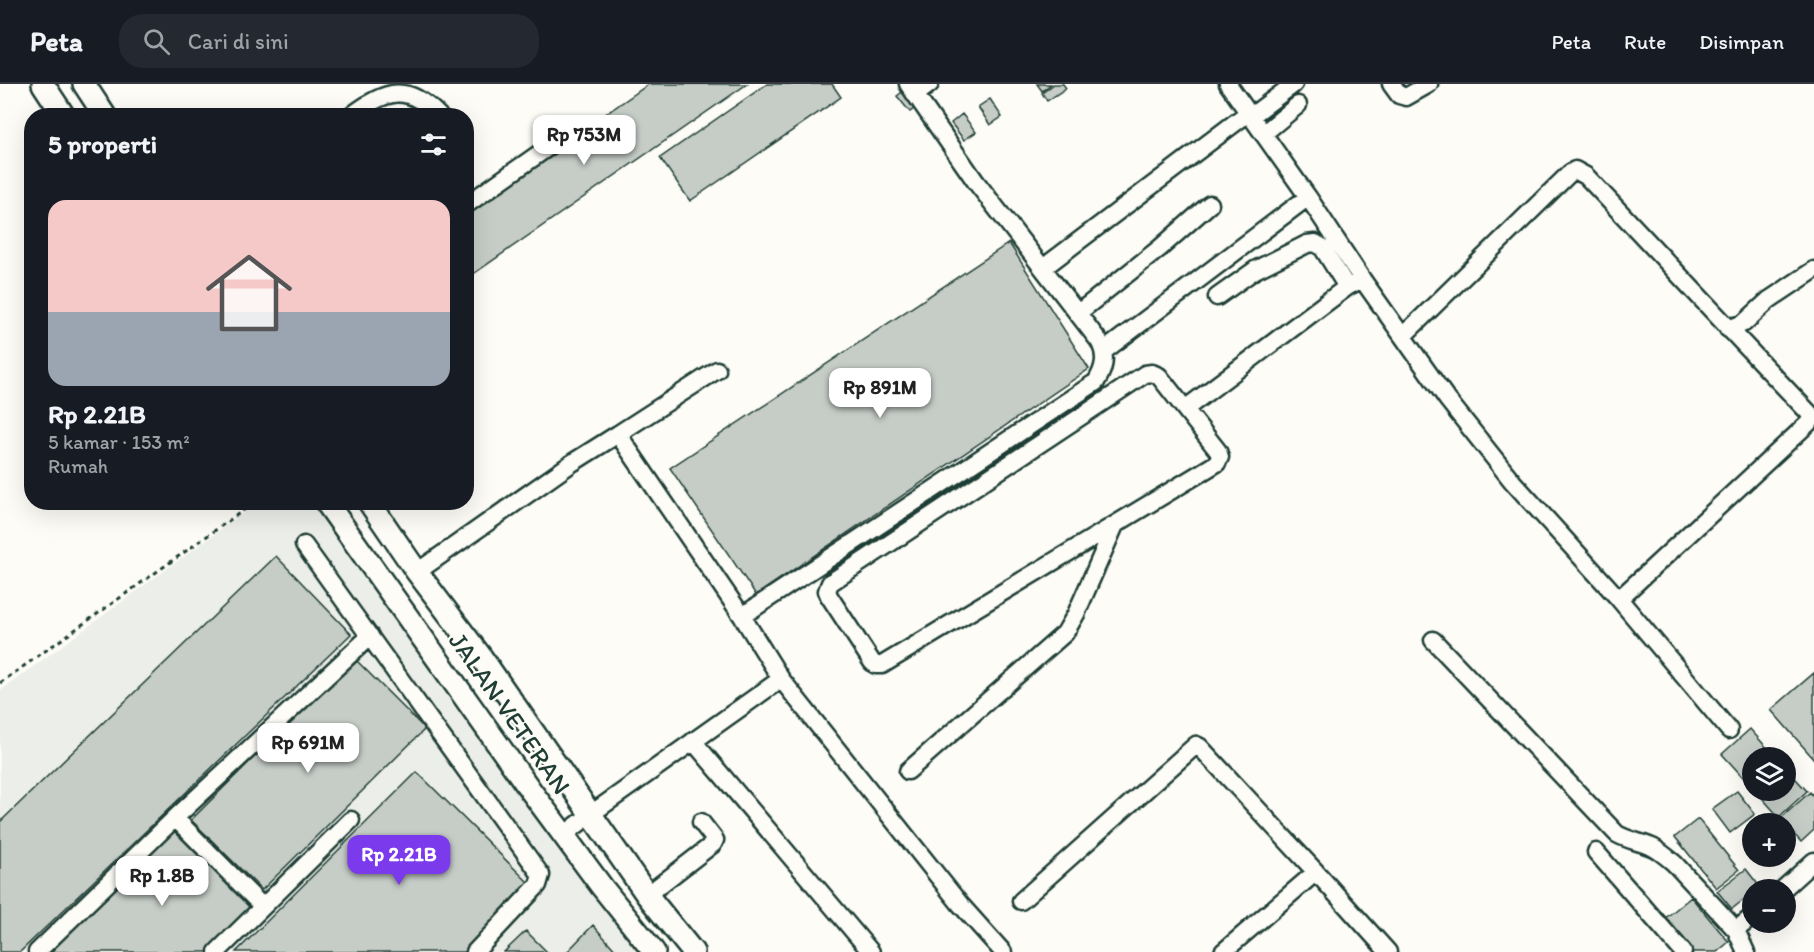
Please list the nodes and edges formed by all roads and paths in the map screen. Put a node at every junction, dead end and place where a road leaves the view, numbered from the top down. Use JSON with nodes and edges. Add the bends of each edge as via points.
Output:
{"nodes":[{"id":1,"x":43,"y":84,"type":"edge"},
{"id":2,"x":84,"y":84,"type":"edge"},
{"id":3,"x":930,"y":84,"type":"edge"},
{"id":4,"x":1228,"y":84,"type":"edge"},
{"id":5,"x":1294,"y":84,"type":"edge"},
{"id":6,"x":1391,"y":84,"type":"edge"},
{"id":7,"x":1429,"y":84,"type":"edge"},
{"id":8,"x":911,"y":90,"type":"edge"},
{"id":9,"x":1298,"y":105,"type":"dead end"},
{"id":10,"x":59,"y":108,"type":"edge"},
{"id":11,"x":100,"y":108,"type":"edge"},
{"id":12,"x":361,"y":108,"type":"edge"},
{"id":13,"x":434,"y":108,"type":"edge"},
{"id":14,"x":1249,"y":115,"type":"junction"},
{"id":15,"x":567,"y":134,"type":"dead end"},
{"id":16,"x":1263,"y":134,"type":"junction"},
{"id":17,"x":1308,"y":197,"type":"junction"},
{"id":18,"x":474,"y":199,"type":"edge"},
{"id":19,"x":1210,"y":204,"type":"dead end"},
{"id":20,"x":1050,"y":263,"type":"junction"},
{"id":21,"x":1814,"y":270,"type":"edge"},
{"id":22,"x":1362,"y":279,"type":"junction"},
{"id":23,"x":1347,"y":287,"type":"junction"},
{"id":24,"x":1217,"y":297,"type":"dead end"},
{"id":25,"x":1078,"y":313,"type":"junction"},
{"id":26,"x":1728,"y":329,"type":"junction"},
{"id":27,"x":1403,"y":336,"type":"junction"},
{"id":28,"x":1110,"y":346,"type":"junction"},
{"id":29,"x":717,"y":370,"type":"dead end"},
{"id":30,"x":1185,"y":409,"type":"junction"},
{"id":31,"x":1814,"y":418,"type":"edge"},
{"id":32,"x":618,"y":434,"type":"junction"},
{"id":33,"x":244,"y":510,"type":"edge"},
{"id":34,"x":332,"y":510,"type":"edge"},
{"id":35,"x":374,"y":510,"type":"edge"},
{"id":36,"x":1114,"y":525,"type":"junction"},
{"id":37,"x":304,"y":545,"type":"dead end"},
{"id":38,"x":417,"y":572,"type":"junction"},
{"id":39,"x":1619,"y":599,"type":"junction"},
{"id":40,"x":742,"y":615,"type":"junction"},
{"id":41,"x":370,"y":636,"type":"junction"},
{"id":42,"x":1433,"y":640,"type":"dead end"},
{"id":43,"x":781,"y":679,"type":"junction"},
{"id":44,"x":0,"y":683,"type":"edge"},
{"id":45,"x":1729,"y":730,"type":"dead end"},
{"id":46,"x":693,"y":741,"type":"junction"},
{"id":47,"x":908,"y":771,"type":"dead end"},
{"id":48,"x":591,"y":814,"type":"junction"},
{"id":49,"x":175,"y":818,"type":"junction"},
{"id":50,"x":351,"y":820,"type":"dead end"},
{"id":51,"x":701,"y":822,"type":"dead end"},
{"id":52,"x":564,"y":836,"type":"junction"},
{"id":53,"x":1596,"y":852,"type":"dead end"},
{"id":54,"x":1814,"y":861,"type":"edge"},
{"id":55,"x":1316,"y":872,"type":"junction"},
{"id":56,"x":1794,"y":879,"type":"edge"},
{"id":57,"x":647,"y":895,"type":"junction"},
{"id":58,"x":1021,"y":901,"type":"dead end"},
{"id":59,"x":262,"y":906,"type":"junction"},
{"id":60,"x":1742,"y":925,"type":"edge"},
{"id":61,"x":1736,"y":930,"type":"junction"},
{"id":62,"x":38,"y":952,"type":"edge"},
{"id":63,"x":217,"y":952,"type":"edge"},
{"id":64,"x":475,"y":952,"type":"edge"},
{"id":65,"x":654,"y":952,"type":"edge"},
{"id":66,"x":693,"y":952,"type":"edge"},
{"id":67,"x":871,"y":952,"type":"edge"},
{"id":68,"x":1003,"y":952,"type":"edge"},
{"id":69,"x":1223,"y":952,"type":"edge"},
{"id":70,"x":1388,"y":952,"type":"edge"},
{"id":71,"x":1683,"y":952,"type":"edge"},
{"id":72,"x":1746,"y":952,"type":"edge"}],
"edges":[{"from":1,"to":10,"type":"main road"},
{"from":2,"to":11,"type":"main road"},
{"from":3,"to":8,"type":"street"},
{"from":4,"to":14,"type":"street"},
{"from":5,"to":14,"type":"street"},
{"from":6,"to":7,"type":"street","via":[[1406,97]]},
{"from":8,"to":20,"type":"street","via":[[976,182]]},
{"from":9,"to":16,"type":"street"},
{"from":12,"to":13,"type":"street","via":[[381,93],[406,87],[420,92]]},
{"from":14,"to":16,"type":"street"},
{"from":14,"to":20,"type":"street"},
{"from":15,"to":18,"type":"street"},
{"from":16,"to":17,"type":"street"},
{"from":17,"to":22,"type":"street"},
{"from":17,"to":28,"type":"street"},
{"from":19,"to":25,"type":"street"},
{"from":20,"to":25,"type":"street"},
{"from":21,"to":26,"type":"street","via":[[1769,300],[1744,323]]},
{"from":22,"to":23,"type":"street"},
{"from":22,"to":27,"type":"street"},
{"from":23,"to":24,"type":"street","via":[[1322,247],[1315,243],[1255,270]]},
{"from":23,"to":30,"type":"street"},
{"from":25,"to":28,"type":"street"},
{"from":26,"to":27,"type":"street","via":[[1594,184],[1575,170]]},
{"from":26,"to":31,"type":"street"},
{"from":27,"to":39,"type":"street","via":[[1513,482]]},
{"from":28,"to":40,"type":"street","via":[[1096,382]]},
{"from":29,"to":32,"type":"street"},
{"from":30,"to":36,"type":"street","via":[[1218,451],[1217,463]]},
{"from":30,"to":36,"type":"street","via":[[1159,376],[1145,374],[830,583],[827,591],[868,657],[876,665],[882,664]]},
{"from":31,"to":39,"type":"street"},
{"from":32,"to":38,"type":"street"},
{"from":32,"to":40,"type":"street"},
{"from":33,"to":44,"type":"path"},
{"from":34,"to":52,"type":"main road","name":"JALAN VETERAN"},
{"from":35,"to":38,"type":"main road","name":"JALAN VETERAN"},
{"from":36,"to":47,"type":"street","via":[[1065,633]]},
{"from":37,"to":41,"type":"street"},
{"from":38,"to":48,"type":"main road","name":"JALAN VETERAN"},
{"from":39,"to":45,"type":"street"},
{"from":40,"to":43,"type":"street"},
{"from":41,"to":49,"type":"street"},
{"from":41,"to":64,"type":"street","via":[[541,875],[538,885]]},
{"from":42,"to":61,"type":"street","via":[[1617,834],[1654,848],[1674,863]]},
{"from":43,"to":46,"type":"street"},
{"from":43,"to":68,"type":"street","via":[[960,904]]},
{"from":46,"to":48,"type":"street"},
{"from":46,"to":67,"type":"street"},
{"from":48,"to":52,"type":"street"},
{"from":48,"to":57,"type":"main road","name":"JALAN VETERAN"},
{"from":49,"to":59,"type":"street"},
{"from":49,"to":62,"type":"street"},
{"from":50,"to":59,"type":"street"},
{"from":51,"to":57,"type":"street","via":[[715,840],[713,844]]},
{"from":52,"to":65,"type":"main road","name":"JALAN VETERAN"},
{"from":53,"to":71,"type":"street"},
{"from":54,"to":56,"type":"street"},
{"from":55,"to":58,"type":"street","via":[[1196,745]]},
{"from":55,"to":69,"type":"street"},
{"from":55,"to":70,"type":"street"},
{"from":57,"to":66,"type":"main road","name":"JALAN VETERAN"},
{"from":59,"to":63,"type":"street"},
{"from":60,"to":61,"type":"street"},
{"from":61,"to":72,"type":"street"}]}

***

Track down every line in the entries that includes the string "JALAN", and copy it.

Answer section –
{"from":34,"to":52,"type":"main road","name":"JALAN VETERAN"},
{"from":35,"to":38,"type":"main road","name":"JALAN VETERAN"},
{"from":38,"to":48,"type":"main road","name":"JALAN VETERAN"},
{"from":48,"to":57,"type":"main road","name":"JALAN VETERAN"},
{"from":52,"to":65,"type":"main road","name":"JALAN VETERAN"},
{"from":57,"to":66,"type":"main road","name":"JALAN VETERAN"},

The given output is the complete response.